His composure and poise as a passer was the biggest thing that always stood-out to me. For a mobile QB who ran so much early in his career, he has gotten great at utilizing his legs to extend plays and look downfield.

Against LSU, he looked as poised and as calm as ever and only ran the ball when he had too. Instead of it being his initial instinct, his instinct now is too keep looking downfield and try to find his receivers.

He had some gutsy plays and took multiple shots in the pocket like the throw to Ontaria Wilson in the end-zone.

If you don’t wanna hop on the hype train now it’s gonna leave the station. I really cannot emphasize how impressive last night was in his development as a passer.

Looking at the rest of the Seminoles offense, Ontaria Wilson is the first Seminoles receiver to finish a game with 100+ receiving yards since he had 117 yards vs NC State in 2020. He was also PFFs highest graded receiver with an 88.0 offensive grade.

Camm McDonald was crucial in some of those third down situations in the first half and while that room isn’t exactly a strength he did what needed to get done against the Tigers. Mycah Pittman also had some nice catches, including the one in the second half when Travis was scrambling.

I liked how creative Mike Norvell was on this big stage, the flea-flicker, handing the ball to Deuce Spann and Pittman.

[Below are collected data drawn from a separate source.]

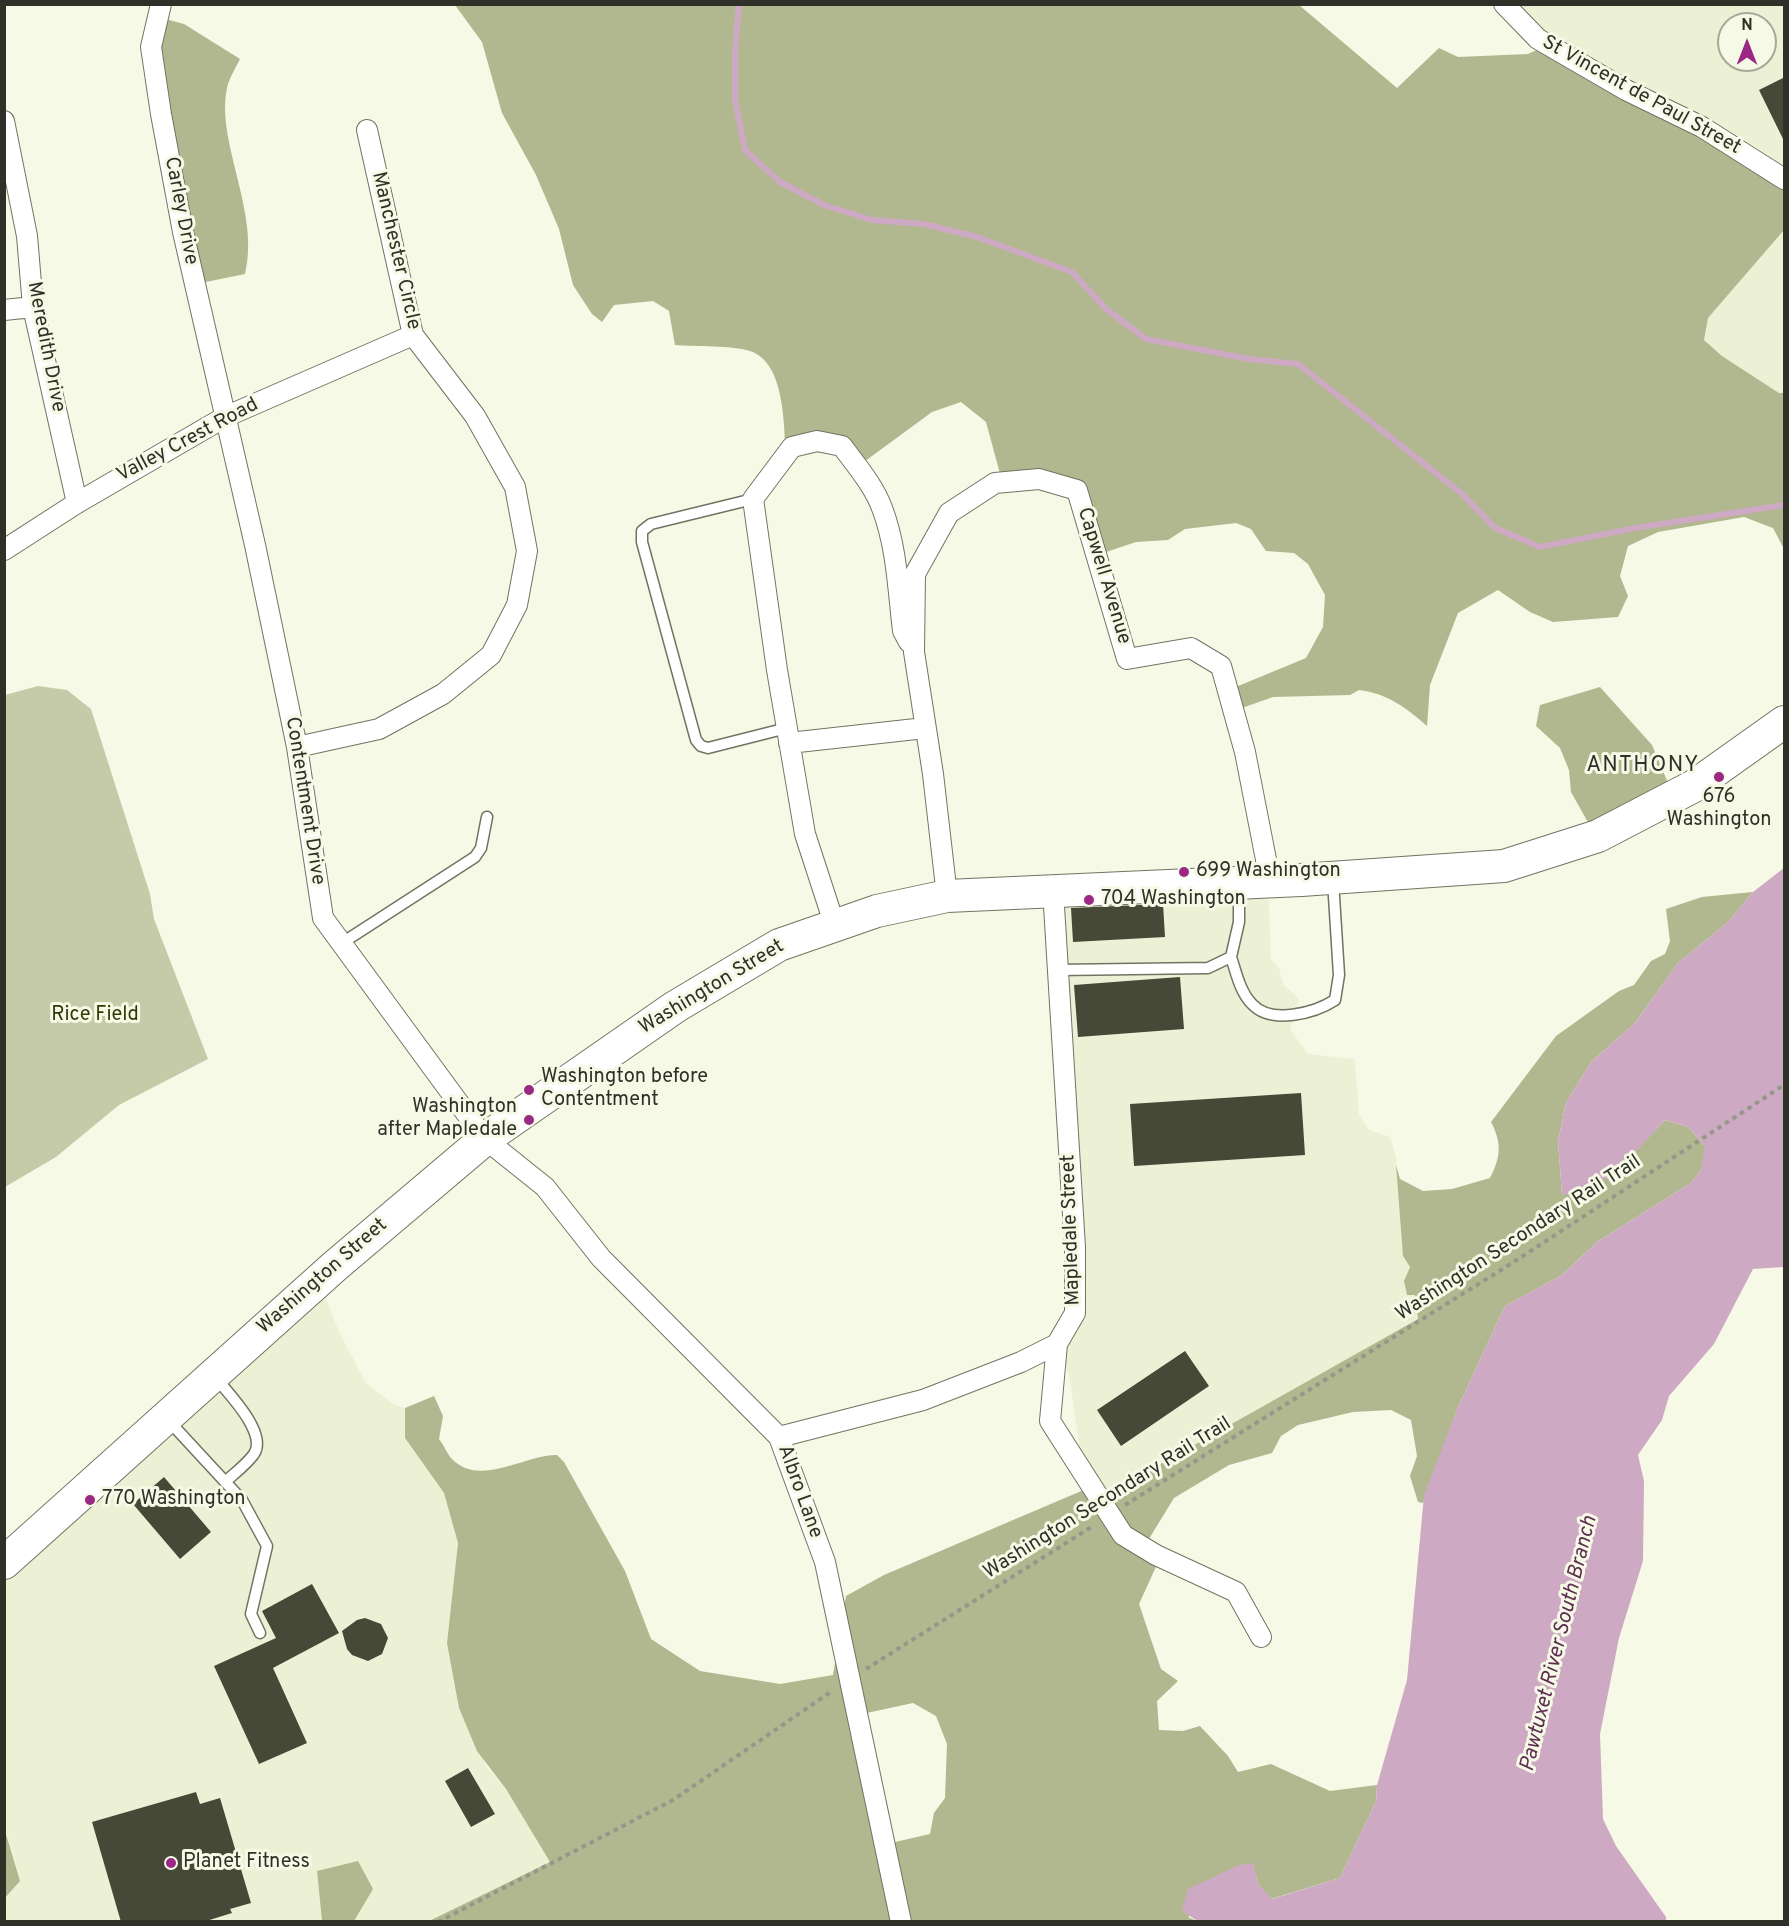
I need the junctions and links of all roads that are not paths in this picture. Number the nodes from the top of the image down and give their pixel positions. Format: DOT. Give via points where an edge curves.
graph roads {
  1 [pos="161,4"];
  2 [pos="1504,4"];
  3 [pos="4,121"];
  4 [pos="367,130"];
  5 [pos="1785,179"];
  6 [pos="33,307"];
  7 [pos="4,310"];
  8 [pos="413,335"];
  9 [pos="225,417"];
  10 [pos="753,499"];
  11 [pos="77,503"];
  12 [pos="4,550"];
  13 [pos="914,652"];
  14 [pos="1785,722"];
  15 [pos="925,728"];
  16 [pos="788,735"];
  17 [pos="297,747"];
  18 [pos="487,817"];
  19 [pos="1333,878"];
  20 [pos="1254,881"];
  21 [pos="1053,890"];
  22 [pos="947,896"];
  23 [pos="835,927"];
  24 [pos="342,943"];
  25 [pos="1231,957"];
  26 [pos="1058,970"];
  27 [pos="485,1138"];
  28 [pos="1057,1344"];
  29 [pos="213,1374"];
  30 [pos="165,1418"];
  31 [pos="779,1437"];
  32 [pos="226,1481"];
  33 [pos="4,1563"];
  34 [pos="260,1633"];
  35 [pos="1262,1637"];
  36 [pos="901,1922"];
  1 -- 9 [label="street, Carley Drive" via="151,47 161,114"];
  2 -- 5 [label="street, St Vincent de Paul Street" via="1538,39 1626,90 1702,127"];
  3 -- 6 [label="street, Meredith Drive" via="27,236"];
  4 -- 8 [label="street, Manchester Circle"];
  6 -- 7 [label="street"];
  6 -- 11 [label="street, Meredith Drive"];
  8 -- 9 [label="street, Valley Crest Road"];
  8 -- 17 [label="street, Manchester Circle" via="475,416 515,487 527,551 517,605 491,655 443,694 379,729"];
  9 -- 11 [label="street, Valley Crest Road"];
  9 -- 17 [label="street, Contentment Drive"];
  10 -- 13 [label="street" via="792,447 817,441 842,446 882,507 893,549 903,631"];
  10 -- 16 [label="street"];
  10 -- 16 [label="lane" via="651,524 642,531 642,542 696,740 708,748"];
  11 -- 12 [label="street, Valley Crest Road"];
  13 -- 15 [label="street, Capwell Avenue"];
  13 -- 20 [label="street, Capwell Avenue" via="915,574 949,513 995,483 1039,479 1077,490 1127,659 1191,648 1221,666 1245,752"];
  14 -- 19 [label="main road, Washington Street" via="1694,786 1598,836 1504,866"];
  15 -- 16 [label="street"];
  15 -- 22 [label="street, Capwell Avenue"];
  16 -- 23 [label="street" via="805,834"];
  17 -- 24 [label="street, Contentment Drive" via="323,918"];
  18 -- 24 [label="lane" via="481,848 475,857"];
  19 -- 20 [label="main road, Washington Street"];
  19 -- 25 [label="lane" via="1339,975 1335,1000 1323,1008 1297,1014 1274,1014 1252,1006"];
  20 -- 21 [label="main road, Washington Street"];
  20 -- 25 [label="lane"];
  21 -- 22 [label="main road, Washington Street"];
  21 -- 26 [label="street, Mapledale Street"];
  22 -- 23 [label="main road, Washington Street" via="877,911"];
  23 -- 27 [label="main road, Washington Street" via="779,945 675,1007"];
  24 -- 27 [label="street, Contentment Drive"];
  25 -- 26 [label="lane" via="1208,969"];
  26 -- 28 [label="street, Mapledale Street" via="1076,1247 1076,1313"];
  27 -- 29 [label="main road, Washington Street"];
  27 -- 31 [label="street, Albro Lane" via="545,1187 601,1258"];
  28 -- 31 [label="street" via="923,1400"];
  28 -- 35 [label="street" via="1050,1421 1123,1535 1155,1555 1236,1592"];
  29 -- 30 [label="main road, Washington Street"];
  29 -- 32 [label="lane" via="248,1418 257,1438 255,1452"];
  30 -- 32 [label="lane"];
  30 -- 33 [label="main road, Washington Street"];
  31 -- 36 [label="street, Albro Lane" via="825,1562"];
  32 -- 34 [label="lane" via="242,1500 267,1546 250,1614"];
}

The passing game was the Seminole strength against LSU, they converted 11 of 17 third downs, in those first few possessions they were near perfect on third down.

The offensive line was a big part of that, they protected Jordan well and were able to give enough time to create plays downfield.

This offense had some issues against the Tigers, but if they can fix some of those Jordan won’t have to be so heroic in the future.

What went wrong

Drops, drops, drops, drops, drops, I cannot believe how many receivers I saw dropping the ball play after play for Jordan Travis.

PFF only recorded the Seminoles as having 2 drops on the night, but after watching the game you could argue that the number should be closer to 5.

Johnny Wilson, Mycah Pittman, and Camm McDonald all had drops during this game. The passing game was great but should have been even better. Although this receiving room has come a long way since last season, there is still room for improvement.

I expected the ‘Noles to control the clock and run the ball well this game, that did not happen. The longest run of any back in this game was 8 yards for Treshaun Ward.

Without Jordan and Deuce Spann’s rushing attempts they finished the game with 28 carries for 63 yards averaging 2.25 yards per carry. They could just not get the run game going, they struggled to create interior rushing lanes and those backs could not get going.

While the offensive line was able to produce good enough protection in the passing game, they just could not move those LSU defenders in the run game. When FSU plays more well-rounded better coached opponents they are gonna need to run the ball and be able to control the line of scrimmage.

One thing I want to see more of is screens and action along the line of scrimmage, with the Seminoles run game struggling so much they should of looked to do that more in the first half.